I used to have a problem with an unusually large number of unusually large cysts in my breasts. Before my mamogram, I would go to my surgeon and have needle aspiration done on the biggest ones (34cc of fluid from one cyst was my personal best) and since I was unusual, he kept calling in interns to let them feel what a clearly defined cyst felt like and practice sticking and draining them. In the interest of science, my breasts have been palpated and pierced by about 24 young men and five young women. It really wierds them out if you give nicknames to prominent and recurring lumps. "That's the golf ball. And that's Rollie - hard to get a needle into him.

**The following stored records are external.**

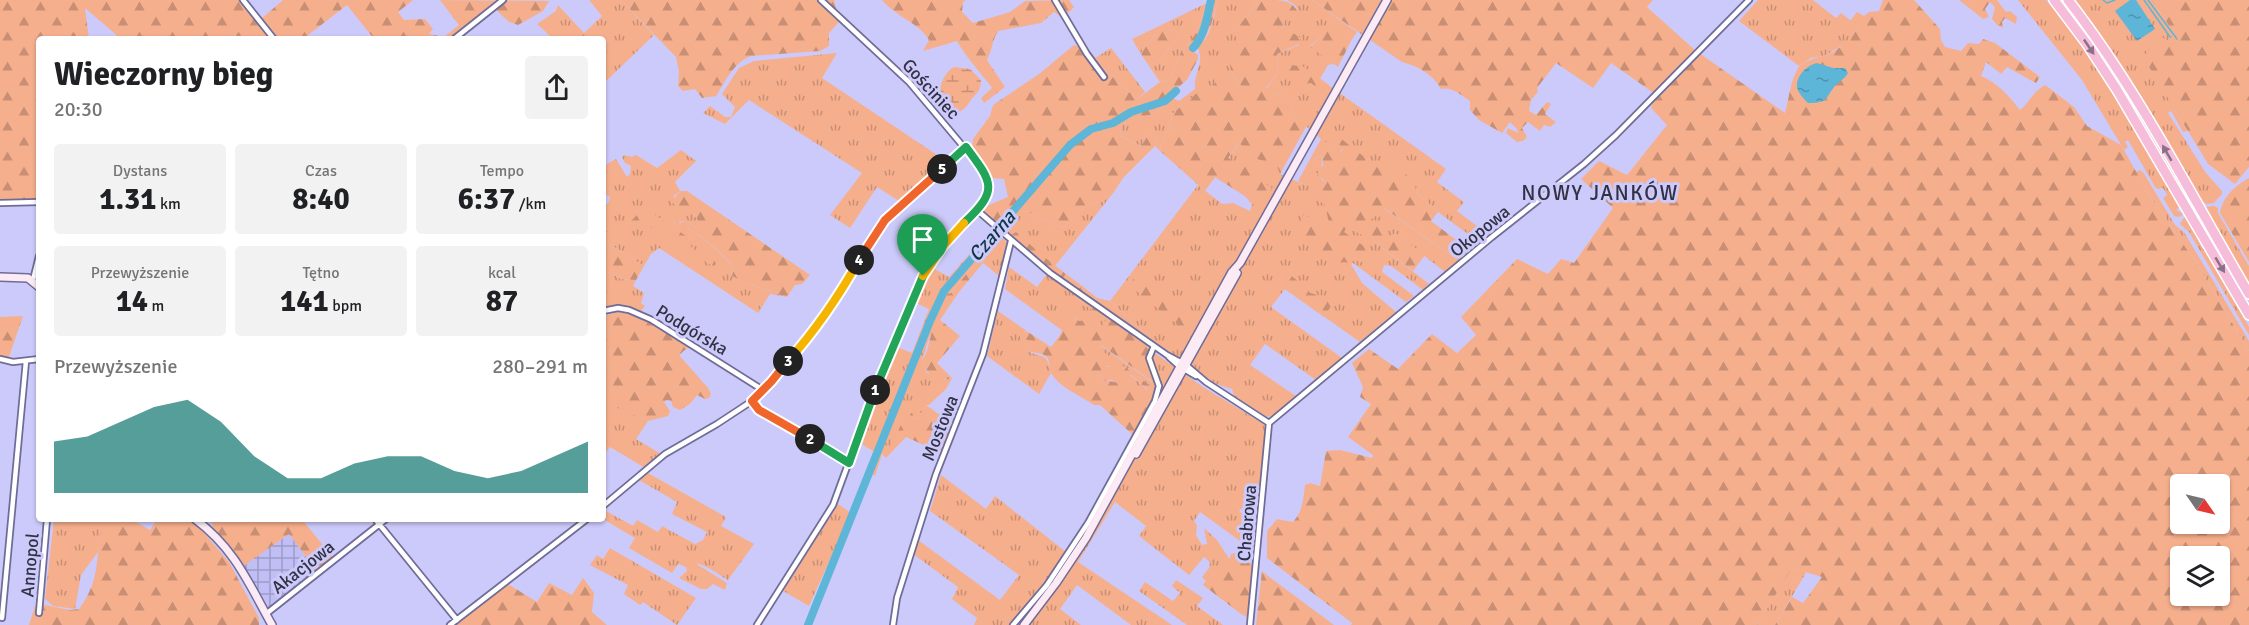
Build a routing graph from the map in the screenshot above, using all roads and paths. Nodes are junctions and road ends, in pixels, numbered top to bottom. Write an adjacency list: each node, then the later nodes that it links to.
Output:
1 (243, 0): 9 (street)
2 (503, 0): 10 (street)
3 (821, 0): 12 (street, Gościniec)
4 (1055, 0): 11 (street)
5 (1387, 0): 28 (main road)
6 (1749, 0): 31 (street, Okopowa)
7 (2054, 0): 23 (highway, one-way to 23)
8 (2068, 0): 21 (highway, one-way to 8)
9 (272, 36)
10 (458, 36)
11 (1104, 77)
12 (966, 147): 15 (street, Gościniec); 29 (street)
13 (36, 202): 14 (street)
14 (0, 203)
15 (978, 211): 16 (street); 32 (street)
16 (1011, 241): 24 (street); 46 (street, Mostowa)
17 (36, 268): 19 (street)
18 (0, 278): 19 (main road)
19 (33, 280): 20 (main road)
20 (36, 284)
21 (2249, 294)
22 (606, 310): 29 (street, Podgórska)
23 (2249, 315)
24 (1154, 346): 28 (street); 47 (street)
25 (0, 359): 27 (street)
26 (36, 359): 27 (street)
27 (26, 361): 41 (street)
28 (1183, 366): 31 (street); 48 (main road)
29 (763, 390): 30 (street)
30 (752, 401): 32 (street); 33 (street)
31 (1269, 423): 49 (street, Chabrowa)
32 (849, 463): 45 (street)
33 (606, 503)
34 (47, 522): 39 (street, Annopol)
35 (202, 522): 40 (main road)
36 (382, 522): 38 (street, Akacjowa)
37 (583, 522): 42 (street)
38 (380, 524): 40 (street, Akacjowa); 42 (street)
39 (39, 613)
40 (266, 614): 43 (main road)
41 (2, 618)
42 (457, 620): 44 (street)
43 (270, 624)
44 (450, 625)
45 (757, 625)
46 (893, 625)
47 (1013, 625)
48 (1024, 625)
49 (1250, 625)

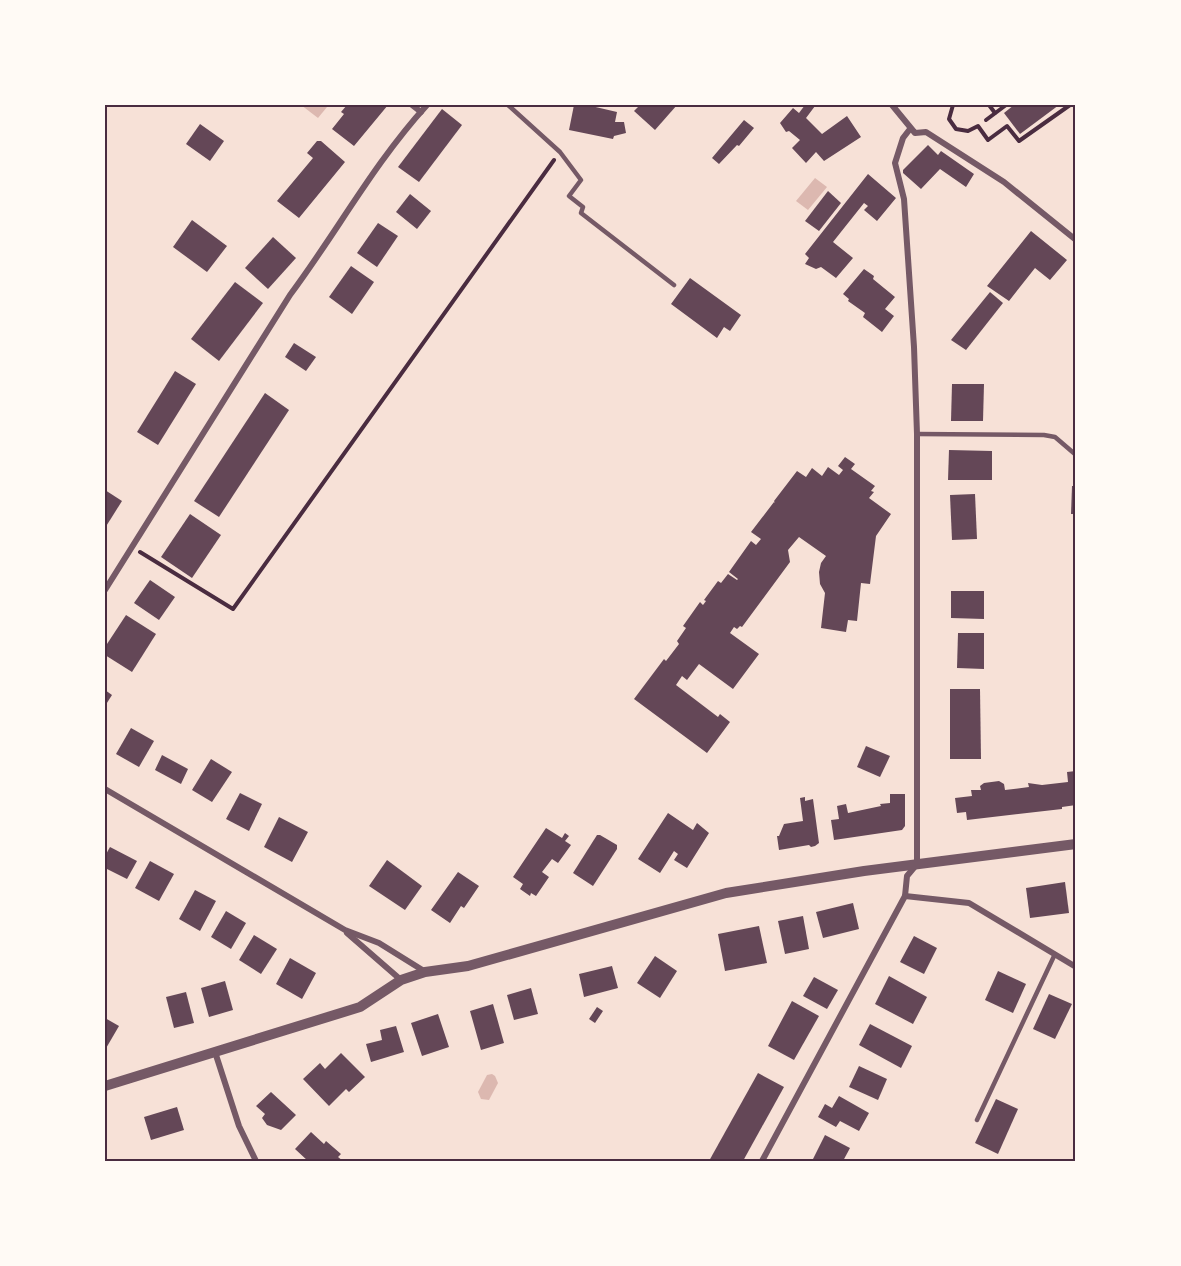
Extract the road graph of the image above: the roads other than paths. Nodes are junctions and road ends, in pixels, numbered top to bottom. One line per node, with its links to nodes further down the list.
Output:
1 (412, 105): 5 (street)
2 (427, 105): 5 (street)
3 (508, 105): 8 (lane)
4 (892, 105): 6 (street)
5 (421, 112): 11 (street)
6 (910, 129): 7 (street); 9 (street)
7 (1076, 240)
8 (674, 285)
9 (917, 434): 10 (lane); 14 (street)
10 (1076, 454)
11 (105, 590)
12 (105, 789): 16 (street)
13 (1076, 844): 14 (street)
14 (917, 864): 15 (street); 19 (street)
15 (905, 896): 17 (street); 25 (street)
16 (345, 930): 19 (street); 20 (street)
17 (1055, 954): 18 (street); 23 (lane)
18 (1076, 967)
19 (425, 972): 20 (street)
20 (401, 980): 21 (street)
21 (215, 1052): 22 (street); 24 (street)
22 (105, 1086)
23 (977, 1120)
24 (256, 1161)
25 (762, 1161)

Over here is the booster seat, . . . "
Menopause has put an end to the freak show. In about two years, all the collage left my body, everything went saggy, and the cysts gave up entirely.
You can get used to just about anything, and being who you are, you can turn it into entertainment. Laugh, dear heart. It's the best medicine. And good luck with that antibiotic.
The lumps are scary - I hope they respond to the antibiotics1 My husband has had cellulitis, and I know it's no picnic.
sock #1 looks good - and congratulations on winning the TDF prize!
Lumps and bumps are kinda scarey, even if you know what causes 'em and what makes 'em go away; there's always the possibility of a suspicious one. Good for you that you keep on top of 'em. Roxie's lump report made roar laughing. Another reason to look forward to menopause?